There are a set of guidelines to follow for developing configurations and configuration-aware C++ code, resulting in:

  1. better maintainability
  2. easier-to-understand configurations
  3. less time debugging; more time on physics

It is recommended that everyone go through  the following two presentations:

  • Kyle Knoepfel – Configuration best practices, helpers and FHiCL-file validation – Video of presentation or Slides of presentation
    • This presentation covers setting up a FHiCL file including how to set up a PROLOG and the #include facility and the rules about using it. The directory of a file to be included must be present on the FHICL_FILE_PATH environment variable. Don’t abuse #include. Only #include files that contain only prologs. A common frustration is how to know what parameters to specify for a given module. While looking at the source code is one solution, it would be better to devise a system that would document itself.
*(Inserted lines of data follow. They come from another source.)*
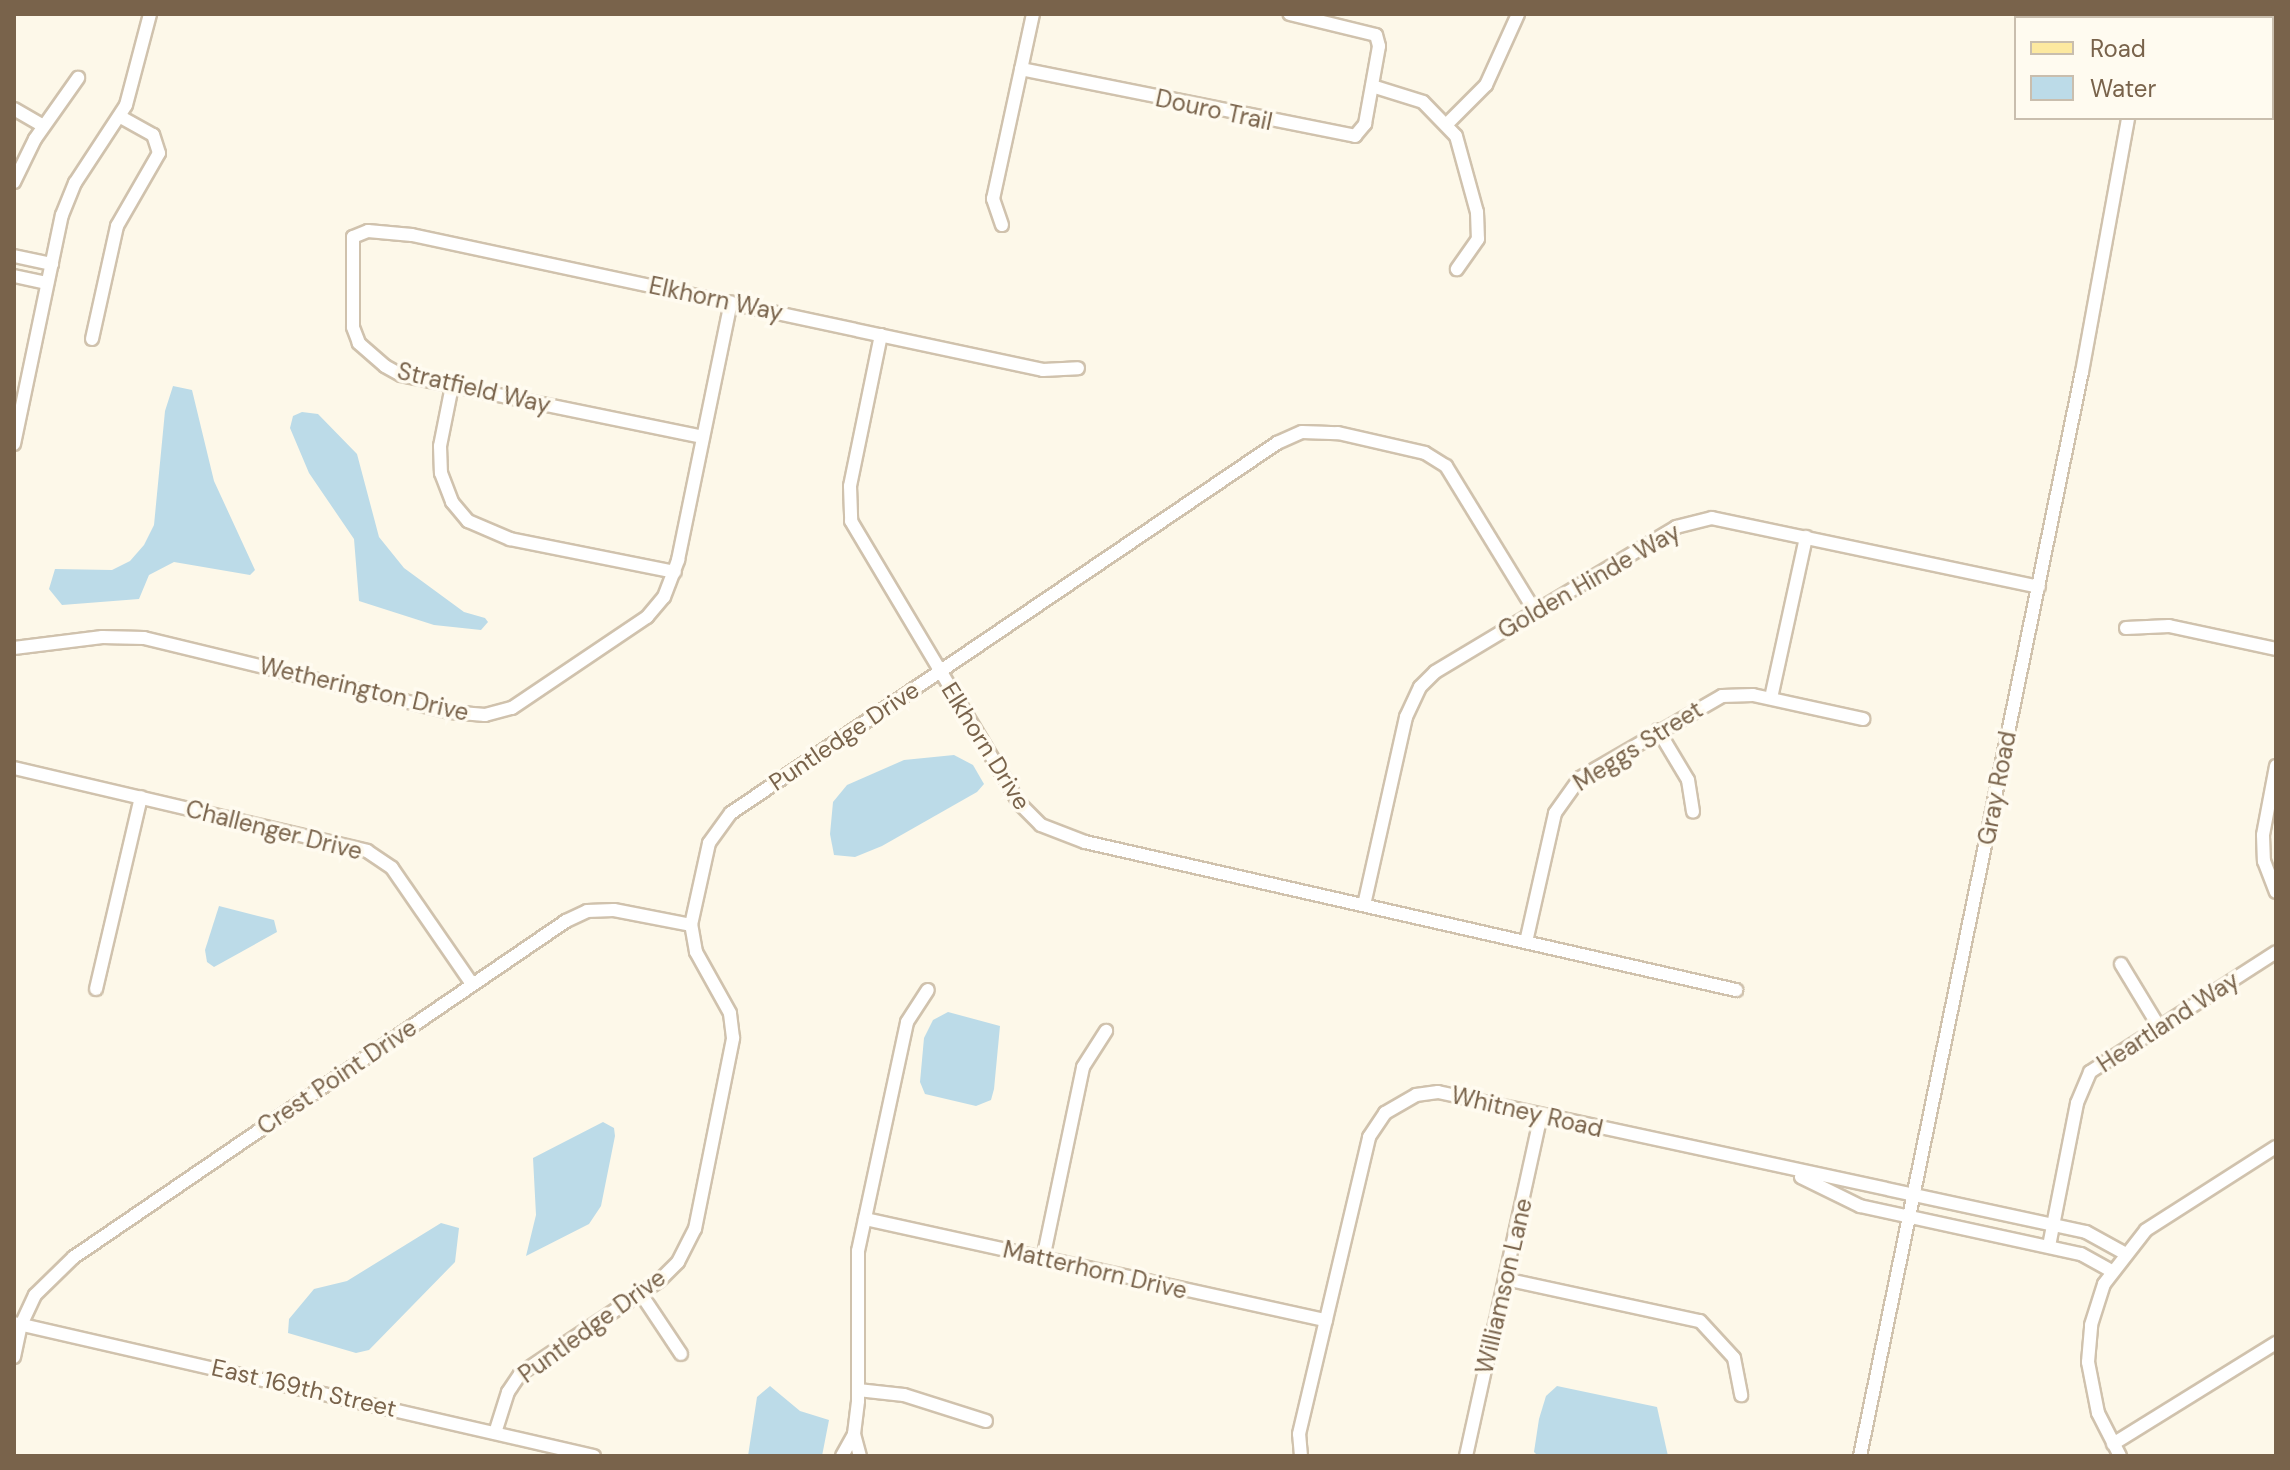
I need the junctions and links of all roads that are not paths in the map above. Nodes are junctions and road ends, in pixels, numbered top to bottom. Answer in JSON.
{"nodes":[{"id":1,"x":150,"y":14,"type":"edge"},
{"id":2,"x":1033,"y":14,"type":"edge"},
{"id":3,"x":1290,"y":14,"type":"edge"},
{"id":4,"x":1518,"y":14,"type":"edge"},
{"id":5,"x":1021,"y":69,"type":"junction"},
{"id":6,"x":78,"y":78,"type":"dead end"},
{"id":7,"x":1372,"y":86,"type":"junction"},
{"id":8,"x":14,"y":109,"type":"edge"},
{"id":9,"x":120,"y":117,"type":"junction"},
{"id":10,"x":2128,"y":120,"type":"edge"},
{"id":11,"x":1448,"y":123,"type":"junction"},
{"id":12,"x":44,"y":126,"type":"junction"},
{"id":13,"x":14,"y":182,"type":"edge"},
{"id":14,"x":1002,"y":225,"type":"dead end"},
{"id":15,"x":353,"y":237,"type":"joint"},
{"id":16,"x":14,"y":256,"type":"edge"},
{"id":17,"x":52,"y":264,"type":"junction"},
{"id":18,"x":1457,"y":269,"type":"dead end"},
{"id":19,"x":14,"y":276,"type":"edge"},
{"id":20,"x":47,"y":283,"type":"junction"},
{"id":21,"x":731,"y":302,"type":"junction"},
{"id":22,"x":881,"y":335,"type":"junction"},
{"id":23,"x":92,"y":339,"type":"dead end"},
{"id":24,"x":1078,"y":368,"type":"dead end"},
{"id":25,"x":452,"y":386,"type":"junction"},
{"id":26,"x":16,"y":421,"type":"edge"},
{"id":27,"x":703,"y":437,"type":"junction"},
{"id":28,"x":14,"y":444,"type":"edge"},
{"id":29,"x":1806,"y":537,"type":"junction"},
{"id":30,"x":675,"y":572,"type":"junction"},
{"id":31,"x":2039,"y":587,"type":"junction"},
{"id":32,"x":1535,"y":611,"type":"junction"},
{"id":33,"x":2126,"y":628,"type":"dead end"},
{"id":34,"x":14,"y":648,"type":"edge"},
{"id":35,"x":2276,"y":649,"type":"edge"},
{"id":36,"x":939,"y":671,"type":"junction"},
{"id":37,"x":1771,"y":698,"type":"junction"},
{"id":38,"x":1863,"y":719,"type":"dead end"},
{"id":39,"x":1658,"y":730,"type":"junction"},
{"id":40,"x":2276,"y":766,"type":"edge"},
{"id":41,"x":14,"y":768,"type":"edge"},
{"id":42,"x":141,"y":797,"type":"junction"},
{"id":43,"x":1693,"y":812,"type":"dead end"},
{"id":44,"x":2276,"y":892,"type":"edge"},
{"id":45,"x":1364,"y":905,"type":"junction"},
{"id":46,"x":691,"y":925,"type":"junction"},
{"id":47,"x":1526,"y":942,"type":"junction"},
{"id":48,"x":2276,"y":952,"type":"edge"},
{"id":49,"x":2121,"y":964,"type":"dead end"},
{"id":50,"x":472,"y":984,"type":"junction"},
{"id":51,"x":96,"y":989,"type":"dead end"},
{"id":52,"x":928,"y":990,"type":"dead end"},
{"id":53,"x":1736,"y":990,"type":"dead end"},
{"id":54,"x":2158,"y":1025,"type":"junction"},
{"id":55,"x":1106,"y":1031,"type":"dead end"},
{"id":56,"x":1541,"y":1116,"type":"junction"},
{"id":57,"x":2276,"y":1147,"type":"edge"},
{"id":58,"x":1791,"y":1171,"type":"junction"},
{"id":59,"x":1914,"y":1198,"type":"junction"},
{"id":60,"x":1909,"y":1217,"type":"junction"},
{"id":61,"x":865,"y":1219,"type":"junction"},
{"id":62,"x":2053,"y":1226,"type":"junction"},
{"id":63,"x":2049,"y":1246,"type":"junction"},
{"id":64,"x":2124,"y":1253,"type":"junction"},
{"id":65,"x":1043,"y":1259,"type":"junction"},
{"id":66,"x":2112,"y":1271,"type":"junction"},
{"id":67,"x":1505,"y":1279,"type":"junction"},
{"id":68,"x":641,"y":1294,"type":"junction"},
{"id":69,"x":1326,"y":1320,"type":"junction"},
{"id":70,"x":17,"y":1324,"type":"edge"},
{"id":71,"x":2276,"y":1343,"type":"edge"},
{"id":72,"x":681,"y":1354,"type":"dead end"},
{"id":73,"x":14,"y":1357,"type":"edge"},
{"id":74,"x":858,"y":1390,"type":"junction"},
{"id":75,"x":1741,"y":1395,"type":"dead end"},
{"id":76,"x":986,"y":1421,"type":"dead end"},
{"id":77,"x":495,"y":1433,"type":"junction"},
{"id":78,"x":854,"y":1434,"type":"junction"},
{"id":79,"x":2116,"y":1450,"type":"edge"},
{"id":80,"x":594,"y":1456,"type":"edge"},
{"id":81,"x":842,"y":1456,"type":"edge"},
{"id":82,"x":860,"y":1456,"type":"edge"},
{"id":83,"x":1301,"y":1456,"type":"edge"},
{"id":84,"x":1466,"y":1456,"type":"edge"},
{"id":85,"x":1860,"y":1456,"type":"edge"}],
"edges":[{"from":1,"to":9,"type":"street"},
{"from":2,"to":5,"type":"street"},
{"from":3,"to":7,"type":"street","name":"Douro Trail"},
{"from":4,"to":11,"type":"street"},
{"from":5,"to":7,"type":"street","name":"Douro Trail"},
{"from":5,"to":14,"type":"street"},
{"from":6,"to":12,"type":"street"},
{"from":7,"to":11,"type":"street"},
{"from":8,"to":12,"type":"street"},
{"from":9,"to":17,"type":"street"},
{"from":9,"to":23,"type":"street"},
{"from":10,"to":31,"type":"street","name":"Gray Road"},
{"from":11,"to":18,"type":"street"},
{"from":12,"to":13,"type":"street"},
{"from":15,"to":21,"type":"street","name":"Elkhorn Way"},
{"from":15,"to":25,"type":"street","name":"Stratfield Way"},
{"from":16,"to":17,"type":"street"},
{"from":17,"to":20,"type":"street"},
{"from":19,"to":20,"type":"street"},
{"from":20,"to":26,"type":"street"},
{"from":21,"to":22,"type":"street","name":"Elkhorn Way"},
{"from":21,"to":27,"type":"street","name":"Wetherington Drive"},
{"from":22,"to":24,"type":"street","name":"Elkhorn Way"},
{"from":22,"to":36,"type":"street","name":"Elkhorn Drive"},
{"from":25,"to":27,"type":"street","name":"Stratfield Way"},
{"from":25,"to":30,"type":"street"},
{"from":26,"to":28,"type":"street"},
{"from":27,"to":30,"type":"street","name":"Wetherington Drive"},
{"from":29,"to":31,"type":"street","name":"Golden Hinde Way"},
{"from":29,"to":32,"type":"street","name":"Golden Hinde Way"},
{"from":29,"to":37,"type":"street"},
{"from":30,"to":34,"type":"street","name":"Wetherington Drive"},
{"from":31,"to":59,"type":"street","name":"Gray Road"},
{"from":32,"to":36,"type":"street","name":"Puntledge Drive"},
{"from":32,"to":45,"type":"street","name":"Golden Hinde Way"},
{"from":33,"to":35,"type":"street"},
{"from":36,"to":45,"type":"street","name":"Elkhorn Drive"},
{"from":36,"to":46,"type":"street","name":"Puntledge Drive"},
{"from":37,"to":38,"type":"street","name":"Meggs Street"},
{"from":37,"to":39,"type":"street","name":"Meggs Street"},
{"from":39,"to":43,"type":"street"},
{"from":39,"to":47,"type":"street","name":"Meggs Street"},
{"from":40,"to":44,"type":"street"},
{"from":41,"to":42,"type":"street","name":"Challenger Drive"},
{"from":42,"to":50,"type":"street","name":"Challenger Drive"},
{"from":42,"to":51,"type":"street"},
{"from":45,"to":47,"type":"street","name":"Elkhorn Drive"},
{"from":46,"to":50,"type":"street","name":"Crest Point Drive"},
{"from":46,"to":68,"type":"street","name":"Puntledge Drive"},
{"from":47,"to":53,"type":"street","name":"Elkhorn Drive"},
{"from":48,"to":54,"type":"street","name":"Heartland Way"},
{"from":49,"to":54,"type":"street"},
{"from":50,"to":70,"type":"street","name":"Crest Point Drive"},
{"from":52,"to":61,"type":"street"},
{"from":54,"to":62,"type":"street","name":"Heartland Way"},
{"from":55,"to":65,"type":"street"},
{"from":56,"to":58,"type":"street","name":"Whitney Road"},
{"from":56,"to":67,"type":"street","name":"Williamson Lane"},
{"from":56,"to":69,"type":"street","name":"Whitney Road"},
{"from":57,"to":64,"type":"street"},
{"from":58,"to":59,"type":"street","name":"Whitney Road"},
{"from":58,"to":60,"type":"street","name":"Whitney Road"},
{"from":59,"to":60,"type":"street","name":"Gray Road"},
{"from":59,"to":62,"type":"street","name":"Whitney Road"},
{"from":60,"to":63,"type":"street","name":"Whitney Road"},
{"from":60,"to":85,"type":"street","name":"Gray Road"},
{"from":61,"to":65,"type":"street","name":"Matterhorn Drive"},
{"from":61,"to":74,"type":"street"},
{"from":62,"to":63,"type":"street","name":"Heartland Way"},
{"from":62,"to":64,"type":"street","name":"Whitney Road"},
{"from":63,"to":66,"type":"street","name":"Whitney Road"},
{"from":64,"to":66,"type":"street"},
{"from":65,"to":69,"type":"street","name":"Matterhorn Drive"},
{"from":66,"to":79,"type":"street"},
{"from":67,"to":75,"type":"street"},
{"from":67,"to":84,"type":"street","name":"Williamson Lane"},
{"from":68,"to":72,"type":"street"},
{"from":68,"to":77,"type":"street","name":"Puntledge Drive"},
{"from":69,"to":83,"type":"street","name":"Whitney Road"},
{"from":70,"to":73,"type":"street","name":"Crest Point Drive"},
{"from":70,"to":77,"type":"street","name":"East 169th Street"},
{"from":71,"to":79,"type":"street"},
{"from":74,"to":76,"type":"street"},
{"from":74,"to":78,"type":"street"},
{"from":77,"to":80,"type":"street","name":"East 169th Street"},
{"from":78,"to":81,"type":"street"},
{"from":78,"to":82,"type":"street"}]}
Kyle demonstrated ‘art –help’ and ‘art –print-available-modules’ and where users put in the allowed configuration. Trying to ensure easy-to-maintain code that is simple to understand allowing more time to be spent on physics.
  • Robert Kutschke – A Case Study in Using FHiCL to ensure single points of maintenance – Slides of presentation
    • When designing its use of FHiCL, Mu2e set two goals: parameters should have a single point of maintenance and FHiCL that can be run interactively should be runnable on the grid without editing.  Rob’s talk showed several FHiCL fragments from actual Mu2e MC production FHiCL files.  One technique is to define base configuration fragments and apply deltas to that base; this naturally leads to deep configuration hierarchies.  The trick to making an interactive FHiCL file grid-ready is to design the grid scripts and the interactive FHiCL files together; the grid scripts do their job by applying prefixes and postfixes to the interactive FHiCL file – we have never needed to “reach in and edit” a FHiCL file as part of a grid job.